#### XGBoost with Optuna Hyperparameter Tuning

#### Overview
This notebook implements a machine learning pipeline to predict NBA game outcomes using XGBoost with automated hyperparameter optimization via Optuna.

#### Methodology

##### 1. Data Preparation
- Load NBA game dataset from CSV
- Filter games from October 19, 2021 onwards
- Remove non-predictive features (date, team names)
- Separate features (X) and target variable (winning_team)

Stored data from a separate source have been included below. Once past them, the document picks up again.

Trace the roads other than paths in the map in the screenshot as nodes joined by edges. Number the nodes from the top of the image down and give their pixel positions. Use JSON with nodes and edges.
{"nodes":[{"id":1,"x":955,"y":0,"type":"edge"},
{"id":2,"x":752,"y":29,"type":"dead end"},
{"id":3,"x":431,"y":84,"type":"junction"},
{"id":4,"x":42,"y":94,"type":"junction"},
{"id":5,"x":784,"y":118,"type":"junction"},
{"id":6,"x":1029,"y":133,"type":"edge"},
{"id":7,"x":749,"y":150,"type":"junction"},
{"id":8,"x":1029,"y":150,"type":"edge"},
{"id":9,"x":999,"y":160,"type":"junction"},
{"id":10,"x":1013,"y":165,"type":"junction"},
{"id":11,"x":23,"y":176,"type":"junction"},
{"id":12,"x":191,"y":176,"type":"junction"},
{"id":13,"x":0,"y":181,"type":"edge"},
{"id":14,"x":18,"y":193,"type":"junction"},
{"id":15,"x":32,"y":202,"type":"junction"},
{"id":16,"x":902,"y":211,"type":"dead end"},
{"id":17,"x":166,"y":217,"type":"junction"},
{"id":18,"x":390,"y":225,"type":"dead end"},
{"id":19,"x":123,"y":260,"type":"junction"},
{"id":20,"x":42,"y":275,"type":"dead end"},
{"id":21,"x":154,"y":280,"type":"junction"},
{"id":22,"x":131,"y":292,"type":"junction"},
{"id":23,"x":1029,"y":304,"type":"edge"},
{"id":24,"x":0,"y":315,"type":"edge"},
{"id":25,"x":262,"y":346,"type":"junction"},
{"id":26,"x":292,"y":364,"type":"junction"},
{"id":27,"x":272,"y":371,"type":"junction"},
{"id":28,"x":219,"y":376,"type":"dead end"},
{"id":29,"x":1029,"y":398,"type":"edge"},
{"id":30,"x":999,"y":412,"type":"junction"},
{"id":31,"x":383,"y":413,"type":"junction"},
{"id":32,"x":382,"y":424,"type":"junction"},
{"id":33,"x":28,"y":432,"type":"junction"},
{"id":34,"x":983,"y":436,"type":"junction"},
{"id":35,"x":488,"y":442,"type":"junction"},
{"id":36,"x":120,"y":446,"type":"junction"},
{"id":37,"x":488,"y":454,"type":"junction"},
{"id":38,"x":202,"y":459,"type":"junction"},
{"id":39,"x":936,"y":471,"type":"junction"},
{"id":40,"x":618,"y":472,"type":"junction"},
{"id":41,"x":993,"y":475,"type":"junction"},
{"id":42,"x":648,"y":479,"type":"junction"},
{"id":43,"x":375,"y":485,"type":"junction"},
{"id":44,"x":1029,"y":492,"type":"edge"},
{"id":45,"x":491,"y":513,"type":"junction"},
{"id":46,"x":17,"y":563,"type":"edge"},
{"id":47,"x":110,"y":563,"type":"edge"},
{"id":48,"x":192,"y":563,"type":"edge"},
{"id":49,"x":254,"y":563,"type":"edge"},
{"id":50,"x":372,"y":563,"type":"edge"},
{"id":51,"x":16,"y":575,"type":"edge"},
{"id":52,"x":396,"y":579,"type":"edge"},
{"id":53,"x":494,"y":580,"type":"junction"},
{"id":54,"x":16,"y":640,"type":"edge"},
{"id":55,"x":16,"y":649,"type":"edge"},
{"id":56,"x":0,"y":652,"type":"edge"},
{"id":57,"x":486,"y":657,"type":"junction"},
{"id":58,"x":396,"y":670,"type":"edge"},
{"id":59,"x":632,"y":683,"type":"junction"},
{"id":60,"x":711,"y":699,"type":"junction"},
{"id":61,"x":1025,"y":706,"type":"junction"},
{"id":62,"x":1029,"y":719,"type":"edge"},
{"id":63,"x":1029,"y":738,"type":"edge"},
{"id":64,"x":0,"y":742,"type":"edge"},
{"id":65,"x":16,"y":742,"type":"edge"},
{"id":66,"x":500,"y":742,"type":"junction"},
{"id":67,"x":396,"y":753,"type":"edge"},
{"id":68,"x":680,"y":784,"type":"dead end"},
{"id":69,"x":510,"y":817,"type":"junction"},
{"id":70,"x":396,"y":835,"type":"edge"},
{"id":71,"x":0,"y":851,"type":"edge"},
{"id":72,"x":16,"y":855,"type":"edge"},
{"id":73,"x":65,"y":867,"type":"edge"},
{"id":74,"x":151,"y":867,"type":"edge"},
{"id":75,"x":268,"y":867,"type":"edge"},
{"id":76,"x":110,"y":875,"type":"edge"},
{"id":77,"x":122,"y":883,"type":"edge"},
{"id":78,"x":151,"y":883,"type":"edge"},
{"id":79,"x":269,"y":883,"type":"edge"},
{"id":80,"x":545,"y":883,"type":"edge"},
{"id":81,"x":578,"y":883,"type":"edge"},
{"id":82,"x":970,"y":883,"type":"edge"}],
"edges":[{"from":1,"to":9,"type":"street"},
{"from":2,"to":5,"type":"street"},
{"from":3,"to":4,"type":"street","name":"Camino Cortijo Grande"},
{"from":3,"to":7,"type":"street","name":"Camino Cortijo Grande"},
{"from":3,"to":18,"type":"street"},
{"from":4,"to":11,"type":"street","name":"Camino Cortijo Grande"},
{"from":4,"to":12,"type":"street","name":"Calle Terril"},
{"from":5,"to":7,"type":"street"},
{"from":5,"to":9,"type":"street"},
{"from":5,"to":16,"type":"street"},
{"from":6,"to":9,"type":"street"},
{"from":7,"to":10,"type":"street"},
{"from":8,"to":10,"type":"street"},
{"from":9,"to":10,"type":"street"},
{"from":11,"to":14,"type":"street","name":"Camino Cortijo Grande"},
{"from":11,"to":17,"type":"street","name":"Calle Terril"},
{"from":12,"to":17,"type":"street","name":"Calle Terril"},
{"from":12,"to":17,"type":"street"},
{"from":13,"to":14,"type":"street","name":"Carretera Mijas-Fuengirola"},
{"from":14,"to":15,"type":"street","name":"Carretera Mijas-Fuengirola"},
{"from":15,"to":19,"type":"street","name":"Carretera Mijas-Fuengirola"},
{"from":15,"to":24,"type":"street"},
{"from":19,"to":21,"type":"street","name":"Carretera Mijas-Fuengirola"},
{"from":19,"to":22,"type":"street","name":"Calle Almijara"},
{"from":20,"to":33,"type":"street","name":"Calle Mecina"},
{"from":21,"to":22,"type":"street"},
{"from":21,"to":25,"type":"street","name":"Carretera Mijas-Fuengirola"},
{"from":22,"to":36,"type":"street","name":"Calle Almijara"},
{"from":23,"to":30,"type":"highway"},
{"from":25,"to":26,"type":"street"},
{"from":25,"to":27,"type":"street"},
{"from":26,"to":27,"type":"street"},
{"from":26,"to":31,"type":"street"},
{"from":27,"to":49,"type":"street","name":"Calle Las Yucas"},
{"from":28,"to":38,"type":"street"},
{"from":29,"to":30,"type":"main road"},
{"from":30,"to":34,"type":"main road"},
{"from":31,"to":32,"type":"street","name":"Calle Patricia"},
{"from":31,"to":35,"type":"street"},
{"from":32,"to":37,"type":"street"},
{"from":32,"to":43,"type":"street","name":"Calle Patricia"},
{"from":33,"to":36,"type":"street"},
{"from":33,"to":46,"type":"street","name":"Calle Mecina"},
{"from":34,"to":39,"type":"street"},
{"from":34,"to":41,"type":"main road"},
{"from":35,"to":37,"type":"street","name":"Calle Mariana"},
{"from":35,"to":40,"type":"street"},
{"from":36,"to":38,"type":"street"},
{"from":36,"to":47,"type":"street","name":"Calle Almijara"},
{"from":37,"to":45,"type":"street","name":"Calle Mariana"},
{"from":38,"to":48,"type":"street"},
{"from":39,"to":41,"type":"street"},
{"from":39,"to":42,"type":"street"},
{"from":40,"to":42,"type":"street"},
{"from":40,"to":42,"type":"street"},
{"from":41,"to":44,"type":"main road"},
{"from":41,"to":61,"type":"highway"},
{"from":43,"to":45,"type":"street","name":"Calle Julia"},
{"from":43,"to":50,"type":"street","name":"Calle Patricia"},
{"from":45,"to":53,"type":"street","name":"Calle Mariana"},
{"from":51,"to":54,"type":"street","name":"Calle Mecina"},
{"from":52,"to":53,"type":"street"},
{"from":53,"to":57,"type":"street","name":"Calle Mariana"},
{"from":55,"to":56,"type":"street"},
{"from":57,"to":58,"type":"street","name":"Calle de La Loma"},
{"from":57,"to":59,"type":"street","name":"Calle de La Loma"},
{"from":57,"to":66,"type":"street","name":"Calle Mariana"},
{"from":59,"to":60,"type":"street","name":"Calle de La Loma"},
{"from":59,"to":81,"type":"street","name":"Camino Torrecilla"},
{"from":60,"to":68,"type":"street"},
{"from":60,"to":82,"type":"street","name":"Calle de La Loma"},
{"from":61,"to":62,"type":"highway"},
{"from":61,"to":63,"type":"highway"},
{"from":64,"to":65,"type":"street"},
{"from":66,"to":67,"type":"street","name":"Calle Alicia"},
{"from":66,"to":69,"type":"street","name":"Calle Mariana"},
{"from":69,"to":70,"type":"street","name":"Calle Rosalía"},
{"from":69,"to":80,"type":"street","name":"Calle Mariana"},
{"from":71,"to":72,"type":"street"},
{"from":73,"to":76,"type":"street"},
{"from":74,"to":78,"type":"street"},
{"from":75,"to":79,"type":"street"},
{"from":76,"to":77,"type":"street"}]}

##### 2. Hyperparameter Optimization
- Use Optuna framework for Bayesian optimization
- Search space includes:
  - Tree structure: `n_estimators`, `max_depth`, `min_child_weight`
  - Learning dynamics: `learning_rate`, `subsample`, `colsample_bytree`
  - Regularization: `gamma`, `reg_alpha`, `reg_lambda`
- 500 trials with 5-fold cross-validation
- Maximize accuracy metric

##### 3. Model Training & Evaluation
- Train final XGBoost classifier with optimal parameters
- Evaluate on held-out test set (20% split)
- Visualize optimization history and hyperparameter importance

#### Expected Outputs
1. Best hyperparameters and cross-validation score
2. Final model test accuracy
3. Optimization history plot
4. Hyperparameter importance visualization

In [None]:
# Importing libraries
import pandas as pd
import numpy as np
import optuna
import matplotlib.pyplot as plt

# XGBoost classifier for probability prediction
from xgboost import XGBClassifier

# Scikit-learn utilities
from sklearn.model_selection import cross_val_score
from sklearn.metrics import (
    accuracy_score,                 # Overall prediction accuracy
    classification_report,          # Precision, recall, F1 per class
    roc_auc_score,                  # Discrimination power
    log_loss,                       # Negative log likelihood (calibration metric)
    brier_score_loss,               # Squared error of predicted probabilities
)
from sklearn.calibration import calibration_curve, CalibratedClassifierCV

# Optuna tools for hyperparameter optimization
from optuna.pruners import MedianPruner
from optuna.samplers import TPESampler

# Suppress verbose Optuna logging for cleaner output
optuna.logging.set_verbosity(optuna.logging.WARNING)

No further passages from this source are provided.